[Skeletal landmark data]
┄┄┄┄┄┄┄┄┄┄┄┄┄┄┄┄┄┄┄┄
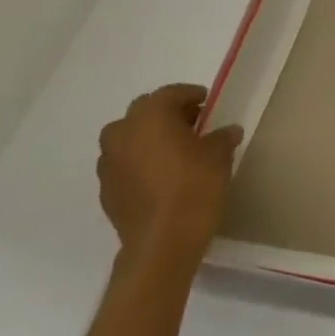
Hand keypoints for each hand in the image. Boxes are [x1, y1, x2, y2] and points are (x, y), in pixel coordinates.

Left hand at [96, 84, 242, 274]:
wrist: (163, 241)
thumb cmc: (195, 186)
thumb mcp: (219, 155)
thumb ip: (222, 137)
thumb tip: (228, 131)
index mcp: (150, 116)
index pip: (170, 94)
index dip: (190, 95)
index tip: (207, 102)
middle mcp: (122, 133)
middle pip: (144, 112)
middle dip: (167, 114)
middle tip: (192, 124)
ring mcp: (108, 163)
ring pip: (129, 138)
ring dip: (149, 138)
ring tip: (175, 151)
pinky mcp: (106, 189)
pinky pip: (124, 164)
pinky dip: (140, 162)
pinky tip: (161, 176)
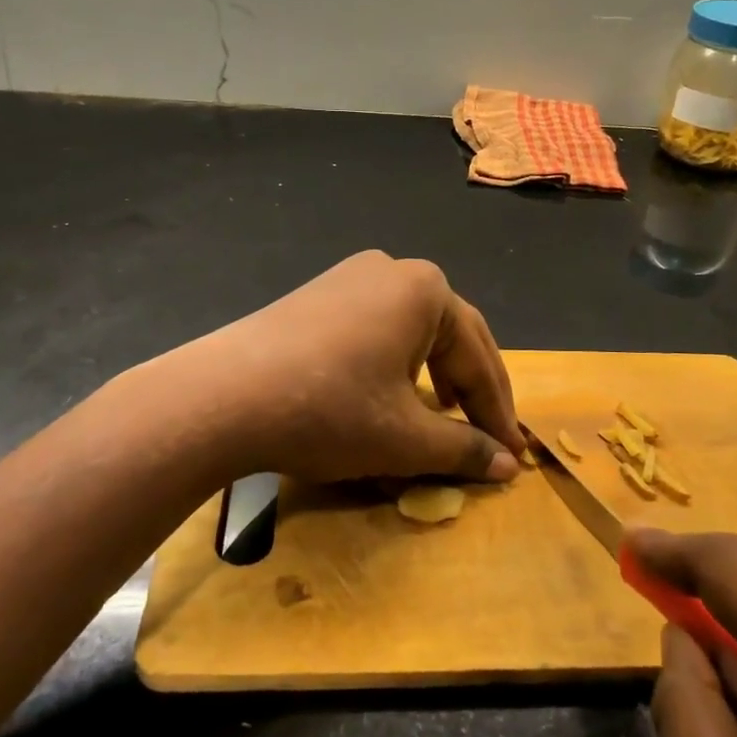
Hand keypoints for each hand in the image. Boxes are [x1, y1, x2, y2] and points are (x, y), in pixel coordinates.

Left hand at [181, 250, 524, 486]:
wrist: (222, 396)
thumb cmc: (330, 410)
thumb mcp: (405, 438)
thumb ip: (465, 449)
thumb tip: (509, 466)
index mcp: (426, 290)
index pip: (479, 359)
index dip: (498, 414)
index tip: (514, 456)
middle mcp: (392, 270)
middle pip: (451, 335)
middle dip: (472, 388)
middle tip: (490, 434)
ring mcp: (349, 277)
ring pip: (412, 330)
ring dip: (436, 371)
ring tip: (445, 409)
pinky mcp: (316, 295)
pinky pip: (375, 328)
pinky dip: (395, 362)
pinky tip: (389, 389)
┄┄┄┄┄┄┄┄┄┄┄┄┄┄┄┄┄┄┄┄
▸ **Work item**:
All lines in the records above with "hand" need to be found and copied.

▸ **Task output**:
Hand keypoints for each hand in the image. Boxes are [x1, y1, x2, y2] and points are (x, y), in pixel coordinates.
Left hand at [96, 84, 242, 274]:
Hand keypoints for each hand in the image. Boxes are [x1, y1, x2, y2] and points are (x, y), in pixel coordinates.
Left hand at [181, 250, 524, 486]:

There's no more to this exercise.